PROVIDED ENTRIES:
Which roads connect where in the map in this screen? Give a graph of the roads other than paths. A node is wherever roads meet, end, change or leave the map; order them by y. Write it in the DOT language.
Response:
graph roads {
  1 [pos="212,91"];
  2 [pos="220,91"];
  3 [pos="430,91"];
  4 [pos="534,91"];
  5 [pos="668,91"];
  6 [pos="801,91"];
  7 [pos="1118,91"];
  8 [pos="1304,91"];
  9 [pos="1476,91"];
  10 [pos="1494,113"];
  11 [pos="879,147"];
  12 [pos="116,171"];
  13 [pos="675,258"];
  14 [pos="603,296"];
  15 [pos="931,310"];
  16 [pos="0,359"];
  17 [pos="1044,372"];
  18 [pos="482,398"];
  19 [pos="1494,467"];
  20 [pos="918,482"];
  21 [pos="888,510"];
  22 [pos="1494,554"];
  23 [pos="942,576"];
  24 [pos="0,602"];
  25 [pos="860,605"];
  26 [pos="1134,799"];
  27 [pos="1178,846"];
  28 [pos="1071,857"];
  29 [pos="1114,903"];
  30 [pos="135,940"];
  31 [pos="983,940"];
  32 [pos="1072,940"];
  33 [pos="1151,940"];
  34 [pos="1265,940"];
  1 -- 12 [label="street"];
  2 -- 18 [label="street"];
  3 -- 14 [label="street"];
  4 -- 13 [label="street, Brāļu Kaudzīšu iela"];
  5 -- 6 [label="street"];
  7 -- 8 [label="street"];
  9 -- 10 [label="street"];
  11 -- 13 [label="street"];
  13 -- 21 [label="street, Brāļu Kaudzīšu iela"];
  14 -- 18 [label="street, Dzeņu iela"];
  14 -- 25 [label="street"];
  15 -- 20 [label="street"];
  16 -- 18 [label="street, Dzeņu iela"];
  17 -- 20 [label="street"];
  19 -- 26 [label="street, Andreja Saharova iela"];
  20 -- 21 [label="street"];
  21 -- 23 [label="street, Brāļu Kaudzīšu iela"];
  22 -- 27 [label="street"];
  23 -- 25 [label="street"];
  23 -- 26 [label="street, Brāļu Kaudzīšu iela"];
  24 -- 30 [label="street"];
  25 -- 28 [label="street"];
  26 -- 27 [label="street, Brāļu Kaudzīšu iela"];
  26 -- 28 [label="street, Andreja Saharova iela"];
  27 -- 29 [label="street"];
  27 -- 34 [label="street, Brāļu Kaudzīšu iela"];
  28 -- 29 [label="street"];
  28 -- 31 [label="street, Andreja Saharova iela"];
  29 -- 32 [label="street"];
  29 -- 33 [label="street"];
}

ACTIVITY: Restate the whole listing word for word so that no line differs from the original.

RESULT FOR THIS TASK:
Which roads connect where in the map in this screen? Give a graph of the roads other than paths. A node is wherever roads meet, end, change or leave the map; order them by y. Write it in the DOT language.
Response:
graph roads {
  1 [pos="212,91"];
  2 [pos="220,91"];
  3 [pos="430,91"];
  4 [pos="534,91"];
  5 [pos="668,91"];
  6 [pos="801,91"];
  7 [pos="1118,91"];
  8 [pos="1304,91"];
  9 [pos="1476,91"];
  10 [pos="1494,113"];
  11 [pos="879,147"];
  12 [pos="116,171"];
  13 [pos="675,258"];
  14 [pos="603,296"];
  15 [pos="931,310"];
  16 [pos="0,359"];
  17 [pos="1044,372"];
  18 [pos="482,398"];
  19 [pos="1494,467"];
  20 [pos="918,482"];
  21 [pos="888,510"];
  22 [pos="1494,554"];
  23 [pos="942,576"];
  24 [pos="0,602"];
  25 [pos="860,605"];
  26 [pos="1134,799"];
  27 [pos="1178,846"];
  28 [pos="1071,857"];
  29 [pos="1114,903"];
  30 [pos="135,940"];
  31 [pos="983,940"];
  32 [pos="1072,940"];
  33 [pos="1151,940"];
  34 [pos="1265,940"];
  1 -- 12 [label="street"];
  2 -- 18 [label="street"];
  3 -- 14 [label="street"];
  4 -- 13 [label="street, Brāļu Kaudzīšu iela"];
  5 -- 6 [label="street"];
  7 -- 8 [label="street"];
  9 -- 10 [label="street"];
  11 -- 13 [label="street"];
  13 -- 21 [label="street, Brāļu Kaudzīšu iela"];
  14 -- 18 [label="street, Dzeņu iela"];
  14 -- 25 [label="street"];
  15 -- 20 [label="street"];
  16 -- 18 [label="street, Dzeņu iela"];
  17 -- 20 [label="street"];
  19 -- 26 [label="street, Andreja Saharova iela"];
  20 -- 21 [label="street"];
  21 -- 23 [label="street, Brāļu Kaudzīšu iela"];
  22 -- 27 [label="street"];
  23 -- 25 [label="street"];
  23 -- 26 [label="street, Brāļu Kaudzīšu iela"];
  24 -- 30 [label="street"];
  25 -- 28 [label="street"];
  26 -- 27 [label="street, Brāļu Kaudzīšu iela"];
  26 -- 28 [label="street, Andreja Saharova iela"];
  27 -- 29 [label="street"];
  27 -- 34 [label="street, Brāļu Kaudzīšu iela"];
  28 -- 29 [label="street"];
  28 -- 31 [label="street, Andreja Saharova iela"];
  29 -- 32 [label="street"];
  29 -- 33 [label="street"];
}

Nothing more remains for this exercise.